[The data]:
[Start of section]
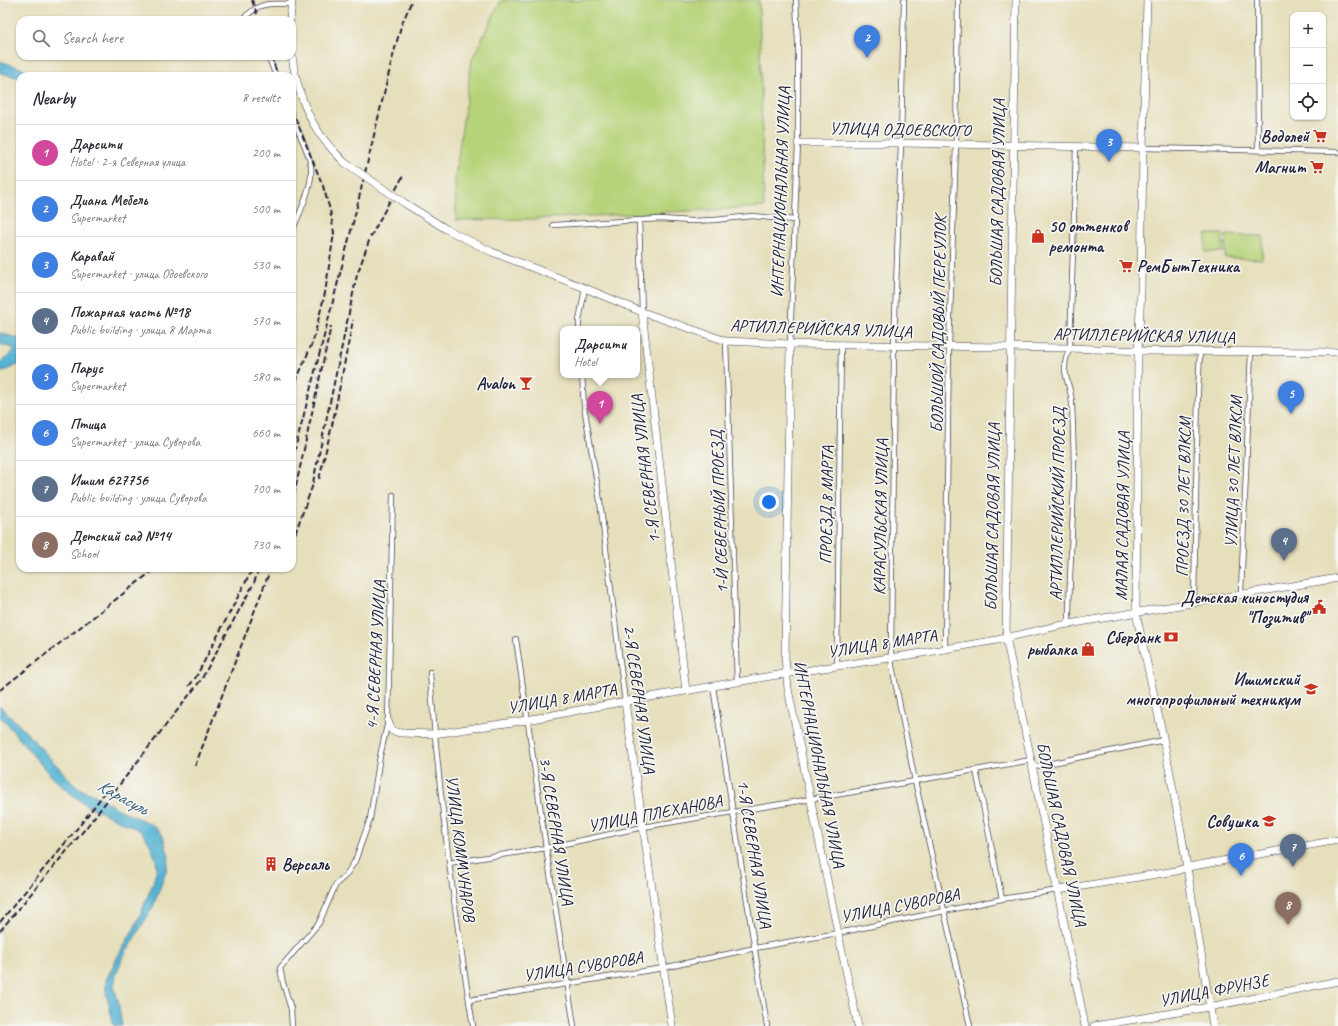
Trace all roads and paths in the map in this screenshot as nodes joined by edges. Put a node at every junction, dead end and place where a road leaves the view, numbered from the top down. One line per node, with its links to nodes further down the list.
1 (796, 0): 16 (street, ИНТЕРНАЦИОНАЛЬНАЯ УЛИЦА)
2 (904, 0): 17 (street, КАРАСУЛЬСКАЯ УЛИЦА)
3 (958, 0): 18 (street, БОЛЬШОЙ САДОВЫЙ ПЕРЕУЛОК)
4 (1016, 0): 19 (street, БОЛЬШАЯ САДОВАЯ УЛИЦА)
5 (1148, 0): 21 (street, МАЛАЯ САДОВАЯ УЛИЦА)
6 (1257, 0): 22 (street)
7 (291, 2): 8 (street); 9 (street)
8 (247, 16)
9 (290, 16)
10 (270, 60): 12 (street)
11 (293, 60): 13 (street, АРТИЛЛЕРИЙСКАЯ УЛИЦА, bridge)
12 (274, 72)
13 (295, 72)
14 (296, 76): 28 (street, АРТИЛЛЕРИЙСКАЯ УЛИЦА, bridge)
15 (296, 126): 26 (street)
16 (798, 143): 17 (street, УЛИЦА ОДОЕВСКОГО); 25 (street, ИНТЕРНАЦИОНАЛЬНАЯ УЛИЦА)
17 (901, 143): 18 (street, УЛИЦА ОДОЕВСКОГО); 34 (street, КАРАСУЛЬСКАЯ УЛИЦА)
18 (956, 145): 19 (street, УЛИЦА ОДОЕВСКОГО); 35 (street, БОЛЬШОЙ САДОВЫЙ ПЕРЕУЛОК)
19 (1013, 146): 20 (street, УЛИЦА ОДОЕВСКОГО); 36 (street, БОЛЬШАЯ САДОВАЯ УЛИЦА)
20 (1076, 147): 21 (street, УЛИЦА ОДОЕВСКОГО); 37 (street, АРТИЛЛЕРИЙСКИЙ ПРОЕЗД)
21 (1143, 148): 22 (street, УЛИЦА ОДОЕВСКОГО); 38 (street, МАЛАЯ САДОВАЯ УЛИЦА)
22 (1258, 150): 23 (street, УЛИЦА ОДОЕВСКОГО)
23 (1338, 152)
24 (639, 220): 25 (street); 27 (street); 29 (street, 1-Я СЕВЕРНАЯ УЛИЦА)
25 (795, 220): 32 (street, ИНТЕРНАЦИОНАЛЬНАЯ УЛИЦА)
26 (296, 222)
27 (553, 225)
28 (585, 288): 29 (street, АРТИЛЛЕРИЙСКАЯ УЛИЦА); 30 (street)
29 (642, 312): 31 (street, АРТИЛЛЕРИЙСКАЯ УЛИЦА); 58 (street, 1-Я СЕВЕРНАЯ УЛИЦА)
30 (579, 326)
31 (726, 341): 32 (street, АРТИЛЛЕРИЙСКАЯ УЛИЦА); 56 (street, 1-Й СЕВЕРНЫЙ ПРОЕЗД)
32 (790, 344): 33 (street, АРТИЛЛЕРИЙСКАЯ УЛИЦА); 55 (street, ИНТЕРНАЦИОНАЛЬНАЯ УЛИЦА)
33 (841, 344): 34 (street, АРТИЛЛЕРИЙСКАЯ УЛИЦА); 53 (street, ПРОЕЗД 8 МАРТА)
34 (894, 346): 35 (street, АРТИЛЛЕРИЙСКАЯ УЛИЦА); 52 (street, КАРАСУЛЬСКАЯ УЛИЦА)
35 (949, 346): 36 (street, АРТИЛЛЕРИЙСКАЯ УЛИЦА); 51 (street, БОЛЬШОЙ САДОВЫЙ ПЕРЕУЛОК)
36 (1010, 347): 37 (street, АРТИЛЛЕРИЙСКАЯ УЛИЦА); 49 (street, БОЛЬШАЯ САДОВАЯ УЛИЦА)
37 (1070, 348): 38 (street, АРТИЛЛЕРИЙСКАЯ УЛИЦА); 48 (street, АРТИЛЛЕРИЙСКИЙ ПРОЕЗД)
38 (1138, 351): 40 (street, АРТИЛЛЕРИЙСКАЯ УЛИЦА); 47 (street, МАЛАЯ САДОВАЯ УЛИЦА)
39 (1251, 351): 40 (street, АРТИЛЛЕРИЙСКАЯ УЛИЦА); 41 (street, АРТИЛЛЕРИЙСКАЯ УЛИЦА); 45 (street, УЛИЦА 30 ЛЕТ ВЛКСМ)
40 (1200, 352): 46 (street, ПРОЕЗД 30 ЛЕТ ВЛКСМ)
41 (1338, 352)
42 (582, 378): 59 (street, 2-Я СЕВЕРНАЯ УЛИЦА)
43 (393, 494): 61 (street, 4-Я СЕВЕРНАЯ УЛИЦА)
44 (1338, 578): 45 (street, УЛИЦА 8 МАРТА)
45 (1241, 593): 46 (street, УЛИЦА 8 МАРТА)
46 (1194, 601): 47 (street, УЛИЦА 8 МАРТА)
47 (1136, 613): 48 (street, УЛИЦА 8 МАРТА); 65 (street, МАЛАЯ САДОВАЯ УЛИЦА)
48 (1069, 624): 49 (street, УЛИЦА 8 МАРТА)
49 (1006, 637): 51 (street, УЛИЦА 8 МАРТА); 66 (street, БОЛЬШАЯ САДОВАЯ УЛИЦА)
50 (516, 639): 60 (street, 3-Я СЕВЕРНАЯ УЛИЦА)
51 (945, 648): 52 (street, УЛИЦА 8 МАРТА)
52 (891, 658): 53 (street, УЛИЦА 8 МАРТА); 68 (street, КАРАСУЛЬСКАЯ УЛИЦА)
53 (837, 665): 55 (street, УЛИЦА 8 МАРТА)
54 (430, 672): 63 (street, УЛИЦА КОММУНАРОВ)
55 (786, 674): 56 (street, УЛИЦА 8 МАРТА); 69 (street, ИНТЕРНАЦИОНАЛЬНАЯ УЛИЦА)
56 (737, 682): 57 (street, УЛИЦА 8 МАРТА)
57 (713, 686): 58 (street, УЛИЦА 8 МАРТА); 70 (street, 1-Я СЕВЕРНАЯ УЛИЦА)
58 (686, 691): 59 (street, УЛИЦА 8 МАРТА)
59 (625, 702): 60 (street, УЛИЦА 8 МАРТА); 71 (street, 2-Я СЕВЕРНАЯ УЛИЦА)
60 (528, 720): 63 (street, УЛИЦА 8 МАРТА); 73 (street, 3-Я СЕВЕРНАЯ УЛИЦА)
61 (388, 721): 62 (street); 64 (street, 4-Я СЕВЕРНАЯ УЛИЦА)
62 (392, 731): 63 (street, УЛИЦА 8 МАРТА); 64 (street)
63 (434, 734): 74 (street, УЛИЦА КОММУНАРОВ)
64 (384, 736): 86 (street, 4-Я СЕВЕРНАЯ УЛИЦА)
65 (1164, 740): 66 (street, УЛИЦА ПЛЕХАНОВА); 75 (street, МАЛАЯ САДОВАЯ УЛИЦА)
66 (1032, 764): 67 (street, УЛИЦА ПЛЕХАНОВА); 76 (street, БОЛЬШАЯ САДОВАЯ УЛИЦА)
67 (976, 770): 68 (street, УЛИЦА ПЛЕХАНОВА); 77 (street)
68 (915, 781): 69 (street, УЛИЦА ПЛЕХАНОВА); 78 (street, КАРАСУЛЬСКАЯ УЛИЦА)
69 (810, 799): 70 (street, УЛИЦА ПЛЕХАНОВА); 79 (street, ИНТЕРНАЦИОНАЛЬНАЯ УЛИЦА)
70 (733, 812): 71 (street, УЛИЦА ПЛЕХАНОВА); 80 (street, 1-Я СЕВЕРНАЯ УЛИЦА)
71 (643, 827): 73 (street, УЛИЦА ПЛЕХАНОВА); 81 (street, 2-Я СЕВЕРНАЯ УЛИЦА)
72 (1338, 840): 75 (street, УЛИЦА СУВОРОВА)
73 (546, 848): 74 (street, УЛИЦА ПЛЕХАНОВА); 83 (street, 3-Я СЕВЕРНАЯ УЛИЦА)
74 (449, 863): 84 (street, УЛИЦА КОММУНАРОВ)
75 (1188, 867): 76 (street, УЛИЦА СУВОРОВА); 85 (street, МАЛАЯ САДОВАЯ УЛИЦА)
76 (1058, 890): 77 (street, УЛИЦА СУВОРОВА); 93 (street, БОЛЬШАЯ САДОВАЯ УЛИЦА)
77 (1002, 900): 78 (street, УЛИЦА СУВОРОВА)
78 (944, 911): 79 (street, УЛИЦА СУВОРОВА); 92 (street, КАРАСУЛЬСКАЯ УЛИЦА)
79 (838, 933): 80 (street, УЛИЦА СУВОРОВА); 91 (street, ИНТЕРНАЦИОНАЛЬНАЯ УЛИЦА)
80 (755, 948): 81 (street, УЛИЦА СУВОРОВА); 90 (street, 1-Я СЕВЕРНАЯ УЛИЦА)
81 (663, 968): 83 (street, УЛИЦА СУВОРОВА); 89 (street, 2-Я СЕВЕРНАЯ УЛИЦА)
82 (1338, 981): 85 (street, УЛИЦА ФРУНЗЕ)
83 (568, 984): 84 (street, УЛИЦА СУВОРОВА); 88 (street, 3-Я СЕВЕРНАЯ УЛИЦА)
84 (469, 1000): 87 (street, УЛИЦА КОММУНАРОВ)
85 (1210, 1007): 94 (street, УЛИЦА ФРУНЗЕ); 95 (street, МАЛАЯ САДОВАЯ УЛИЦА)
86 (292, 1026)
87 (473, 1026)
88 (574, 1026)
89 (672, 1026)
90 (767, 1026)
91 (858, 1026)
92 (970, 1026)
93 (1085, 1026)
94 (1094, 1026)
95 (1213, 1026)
[End of section]
[Start of section]
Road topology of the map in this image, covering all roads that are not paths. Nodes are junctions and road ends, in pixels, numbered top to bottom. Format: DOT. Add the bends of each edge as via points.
[End of section]
[Start of section]
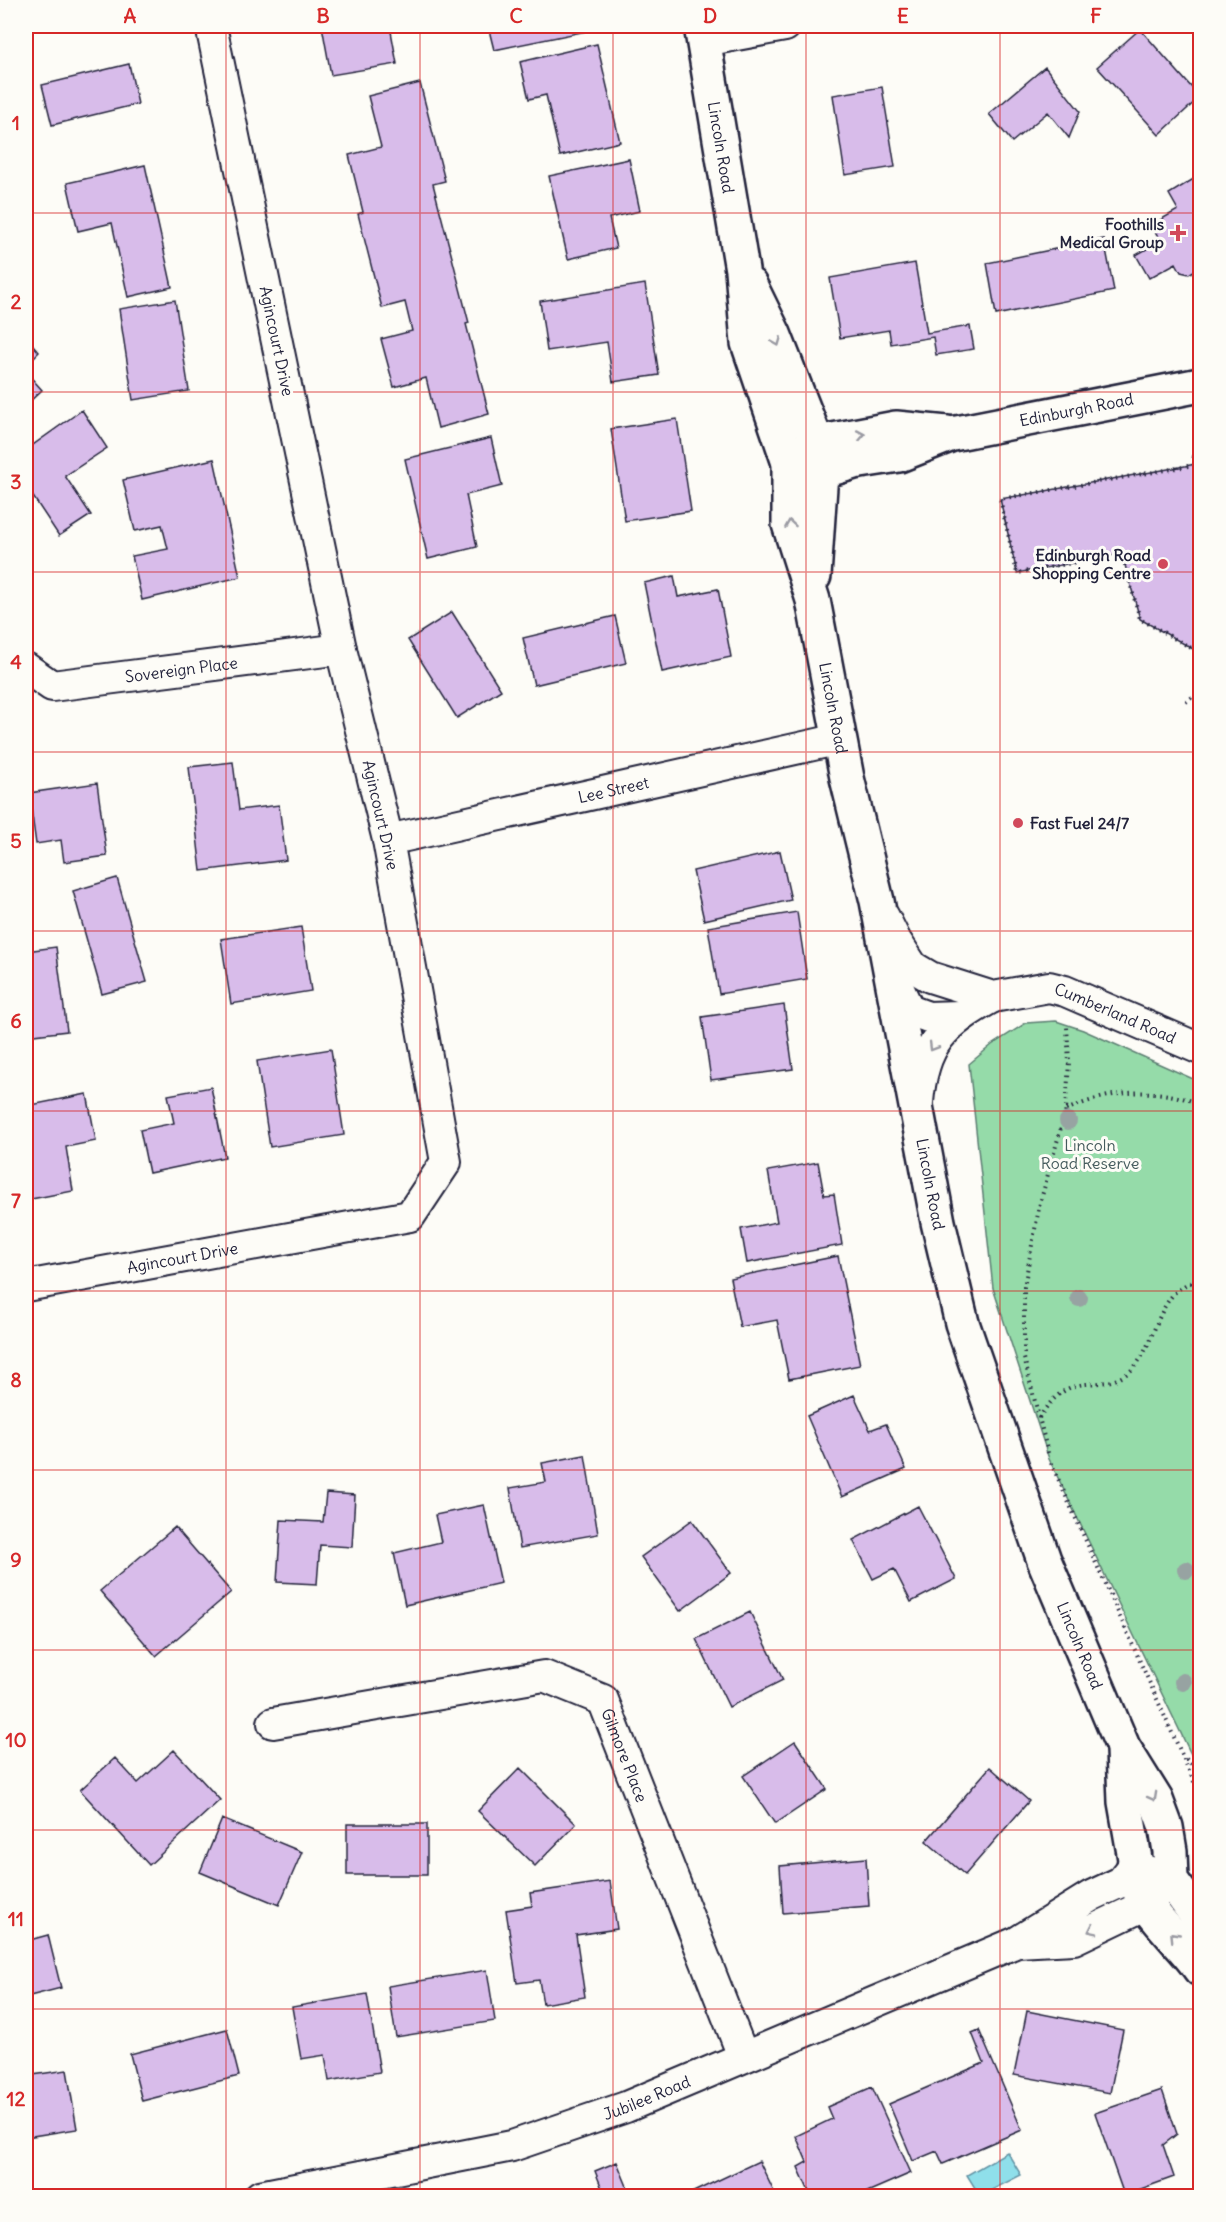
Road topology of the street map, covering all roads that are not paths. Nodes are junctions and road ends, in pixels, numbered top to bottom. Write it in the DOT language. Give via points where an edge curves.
[End of section]
[What the task asks]: Some lines of the material above contain the string "pixels". Please state how many, giving the number alone.

[Solution to the problem]: 2